Apple's Patents Crumble - Pinch Zoom Rejected
Apple's Patents Crumble - Pinch Zoom Rejected
Written by Alex Armstrong   
Friday, 21 December 2012

Another Apple patent has been rejected by the patent office.  This time it is a key one in its war with Android, pinch to zoom.


Apple has been conducting a war against Android that has been largely based on its collection of patents, but to any programmer it is fairly obvious that these are mostly not worth the paper they are written on. As you read them you think either "this isn't new" or "this is obvious".

Now the US Patent Office seems to be agreeing. It has rejected all of the Apple claims in its application for patent number 7,844,915.

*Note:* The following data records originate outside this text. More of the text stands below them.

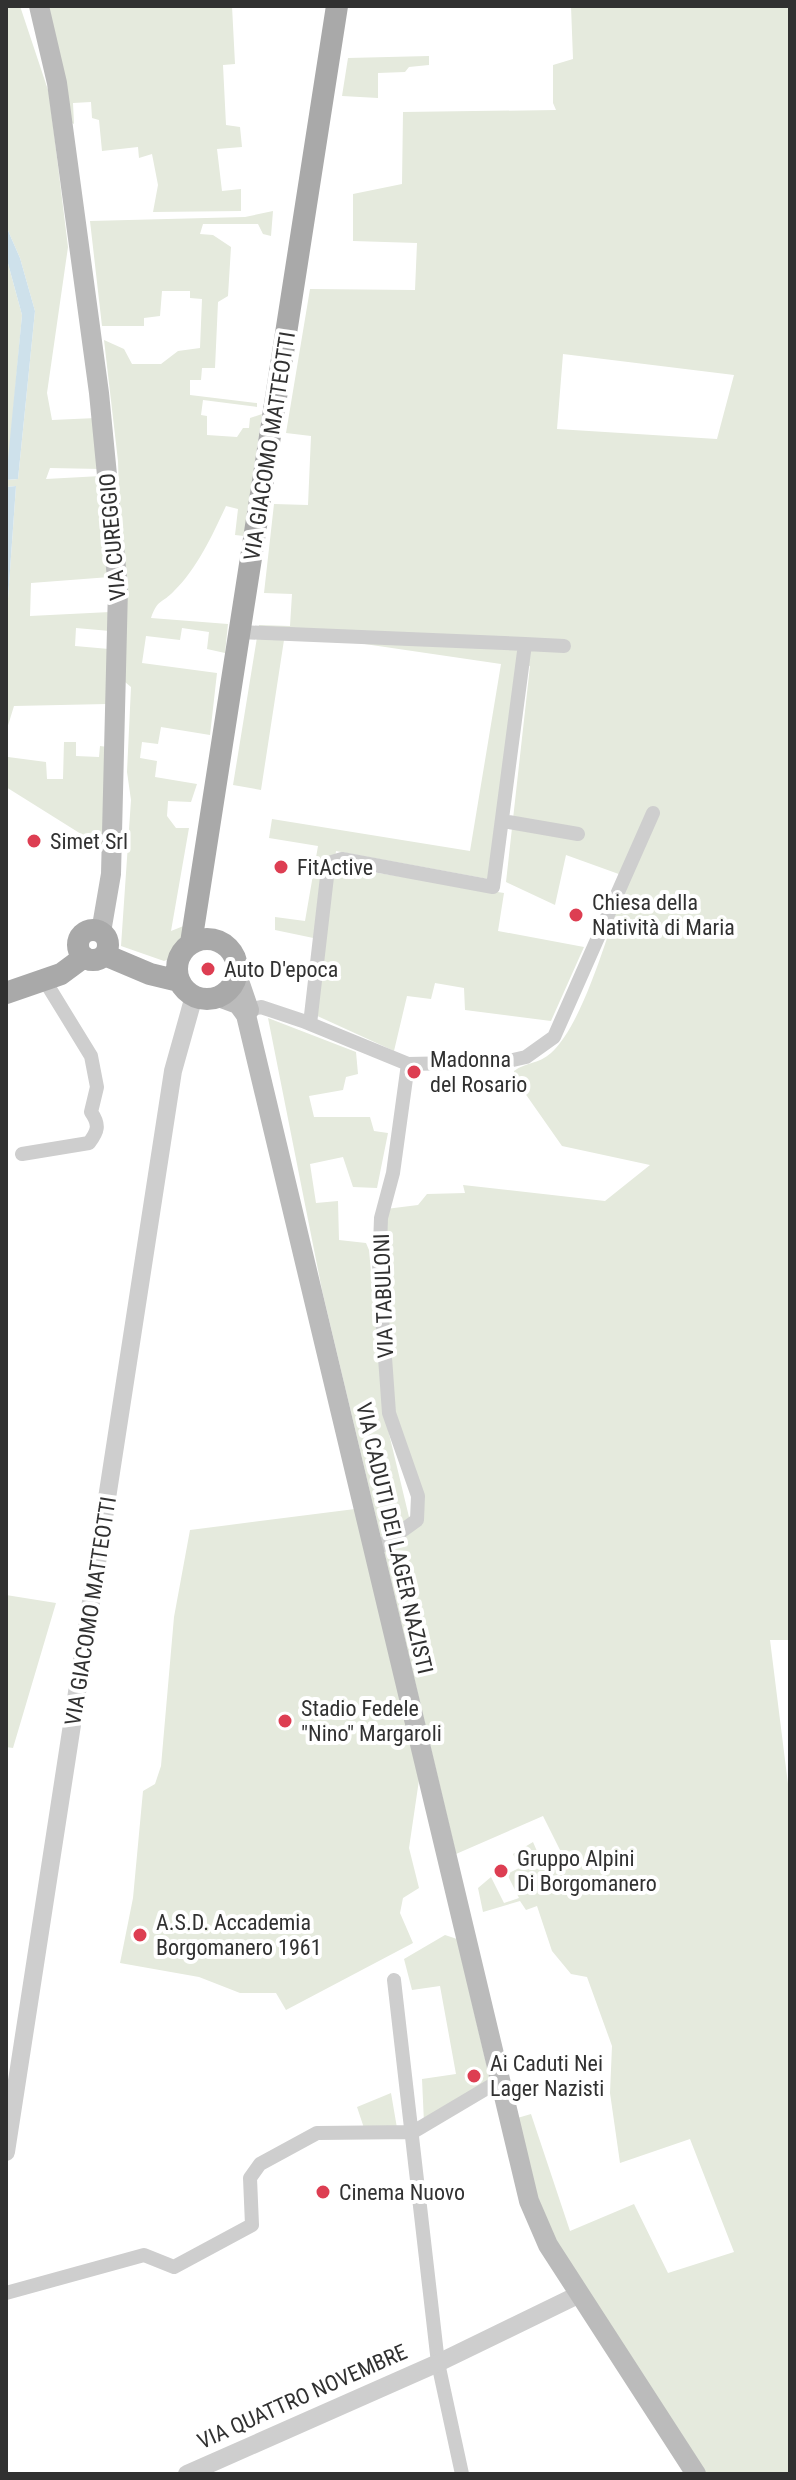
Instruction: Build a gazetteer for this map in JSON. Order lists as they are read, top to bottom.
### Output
{
  "streets": {
    "main road": ["VIA GIACOMO MATTEOTTI", "VIA CUREGGIO", "VIA CADUTI DEI LAGER NAZISTI"],
    "street": ["VIA TABULONI", "VIA QUATTRO NOVEMBRE"]
  },
  "crossings": [
    ["VIA GIACOMO MATTEOTTI", "VIA CADUTI DEI LAGER NAZISTI"],
    ["VIA TABULONI", "VIA CADUTI DEI LAGER NAZISTI"],
    ["VIA CADUTI DEI LAGER NAZISTI", "VIA QUATTRO NOVEMBRE"]
  ],
  "places": [
    "Simet Srl",
    "FitActive",
    "Chiesa della Natività di Maria",
    "Auto D'epoca",
    "Madonna del Rosario",
    "Stadio Fedele \"Nino\" Margaroli",
    "Gruppo Alpini Di Borgomanero",
    "A.S.D. Accademia Borgomanero 1961",
    "Ai Caduti Nei Lager Nazisti",
    "Cinema Nuovo"
  ]
}
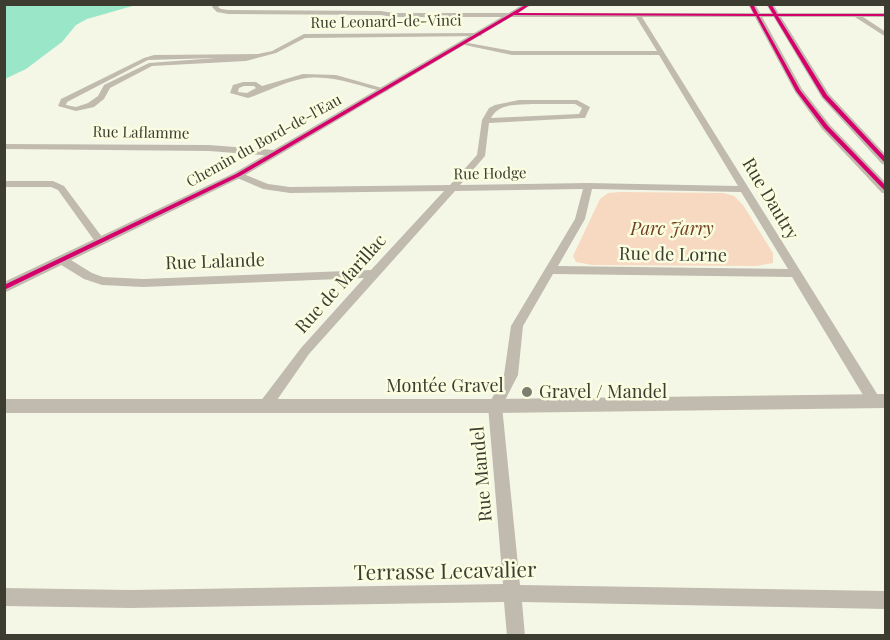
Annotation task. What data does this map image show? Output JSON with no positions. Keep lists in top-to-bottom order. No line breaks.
{"streets":{"street":["Rue Leonard-de-Vinci","Rue Laflamme","Chemin du Bord-de-l'Eau","Rue Hodge","Rue Dautry","Rue de Lorne","Rue Lalande","Rue de Marillac","Montée Gravel","Rue Mandel","Terrasse Lecavalier"]},"crossings":[["Rue Leonard-de-Vinci","Chemin du Bord-de-l'Eau"],["Rue Laflamme","Chemin du Bord-de-l'Eau"],["Chemin du Bord-de-l'Eau","Rue Hodge"],["Chemin du Bord-de-l'Eau","Rue Lalande"],["Rue Hodge","Rue Dautry"],["Rue Hodge","Rue de Marillac"],["Rue Hodge","Rue Mandel"],["Rue Dautry","Rue de Lorne"],["Rue Dautry","Montée Gravel"],["Rue de Lorne","Rue Mandel"],["Rue Lalande","Rue de Marillac"],["Rue de Marillac","Montée Gravel"],["Montée Gravel","Rue Mandel"],["Rue Mandel","Terrasse Lecavalier"]],"parks":["Parc Jarry"],"places":["Gravel / Mandel"]}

The reason for rejection is that it failed the crucial test of “prior art patent and printed publication cited". There is evidence that someone used a similar technique before Apple and, even if it isn't considered to be exactly the same, its existence makes Apple's implementation too obvious to be patentable.

This doesn't come as a huge surprise, but if any of Apple's patents had credibility it was pinch to zoom. However, as many suspected, Apple didn't invent it. 


The flow diagram from the patent for the zoom gesture


The patent was one of the three that Samsung was found to have infringed back in August. The "rubberbanding" patent (also known as overscroll bounce) patent was rejected back in October. This leaves only one remaining patent and the prospects for Samsung and Android in general are looking much better as a result. However, the rejections are only preliminary and they can be overturned.

Samsung is already asking for a retrial and Apple will no doubt appeal the patent rejection. These matters are never quick to settle, but Apple's claim to have invented many of the technologies that are basic to touch and gesture control seems to be under attack.

The problem with software patents is that they can be created by simply wrapping up well known ideas in arcane language. The Patent Office seems to just accept them because this is the easiest thing to do when it doesn't have the time or skill to determine if a patent is truly warranted. Only when the patent comes to court does the real test of its validity seem to start, and in this case the derivative nature of the idea soon became clear. The problem with this approach is that it allows big companies to pressure smaller companies to settle on the basis of patents that, if challenged, would probably be rejected. The smaller companies simply pay up to avoid the huge legal costs rather than testing the patents.

This isn't a good way to run a patent office.